Previously the system was currently comprised of Infinity RS-2b speakers (with the low frequency EQ unit for "enhanced bass"), an Audio Research D-110 amp (both pictured below). (The CB Radio equipment pictured is just for display purposes.) At some point, I would like to repurpose most of this system to yet another room.
<Some> Previous Components from the Workout Room
Some Previous & Spare Equipment...
Below is a Hafler DH110 Pre-amp and a Hafler DH500 Amp. These were my initial "audiophile" components along with the SOTA Turntable <Above> and the Magnapan MGIII Speakers <Below>. I am currently using a DH500 on the bass columns for my Infinity RS1bs. I also have 2 "spare" amps as well...
Below were my Magnepan MGIII Speakers. These were extremely detailed ribbon <design speakers>. However, they lacked the type of bass that one might require for listening to The Who. I traded these for the Infinity RSIIb's.
Below was my Audio Research SP6B. My first tube preamp. I replaced the Hafler preamp <above> with this. It added much more warmth and detail to the music. I replaced this with the SP11 <above>.
Below was my Audio Research SP5 <solid state>. When I bought the Infinity RS1b's, I moved the 2b's up to the bedroom and bought this preamp. It didn't get much use. I probably used that system 5x in 15 years!

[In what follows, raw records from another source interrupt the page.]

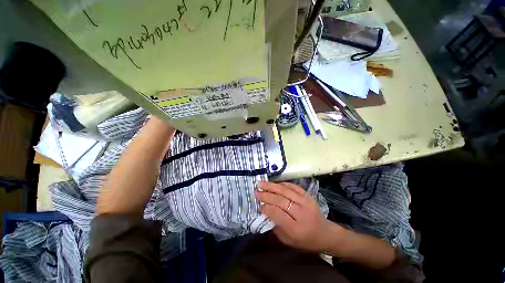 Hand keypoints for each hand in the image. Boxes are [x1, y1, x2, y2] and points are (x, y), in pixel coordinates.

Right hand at [255, 181, 335, 252]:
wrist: (325, 233)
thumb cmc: (305, 240)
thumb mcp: (288, 239)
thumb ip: (276, 224)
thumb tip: (265, 209)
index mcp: (296, 228)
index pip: (278, 213)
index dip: (266, 207)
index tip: (258, 204)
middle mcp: (302, 213)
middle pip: (281, 200)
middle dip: (266, 194)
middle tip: (256, 191)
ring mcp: (306, 202)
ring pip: (285, 191)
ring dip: (272, 186)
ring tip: (261, 183)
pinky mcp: (308, 195)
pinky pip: (293, 186)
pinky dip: (282, 184)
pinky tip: (274, 183) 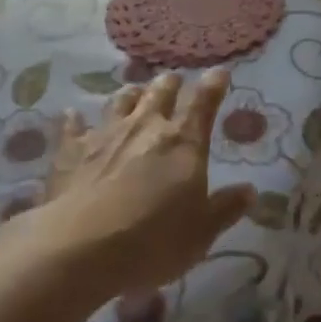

At the time I got the Nakamichi Dragon (1984), I was also looking at "leftover" Nakamichi 1000ZXL's. (This was Nakamichi's flagship prior to the Dragon.) Even after I had the Dragon, I always wanted one of these. Finally, in the mid-90's I bought one. I loved it, except about a month later I bought my first CD recorder and cassettes seemed to be obsolete almost overnight. I would have kept it, but I ended up selling it for close to double what I paid for it. It would be nice to have one if nothing else for "display" purposes.
Below is my Audio Research SP17. I bought this for my RS2b's, but then wanted a more "tube like" sound. This preamp is very detailed and I expect to use it again after I upgrade my RS2b's to either RS1b's or IRS Beta's. At that point, I will move the RS2b's to another room and use this preamp on that system.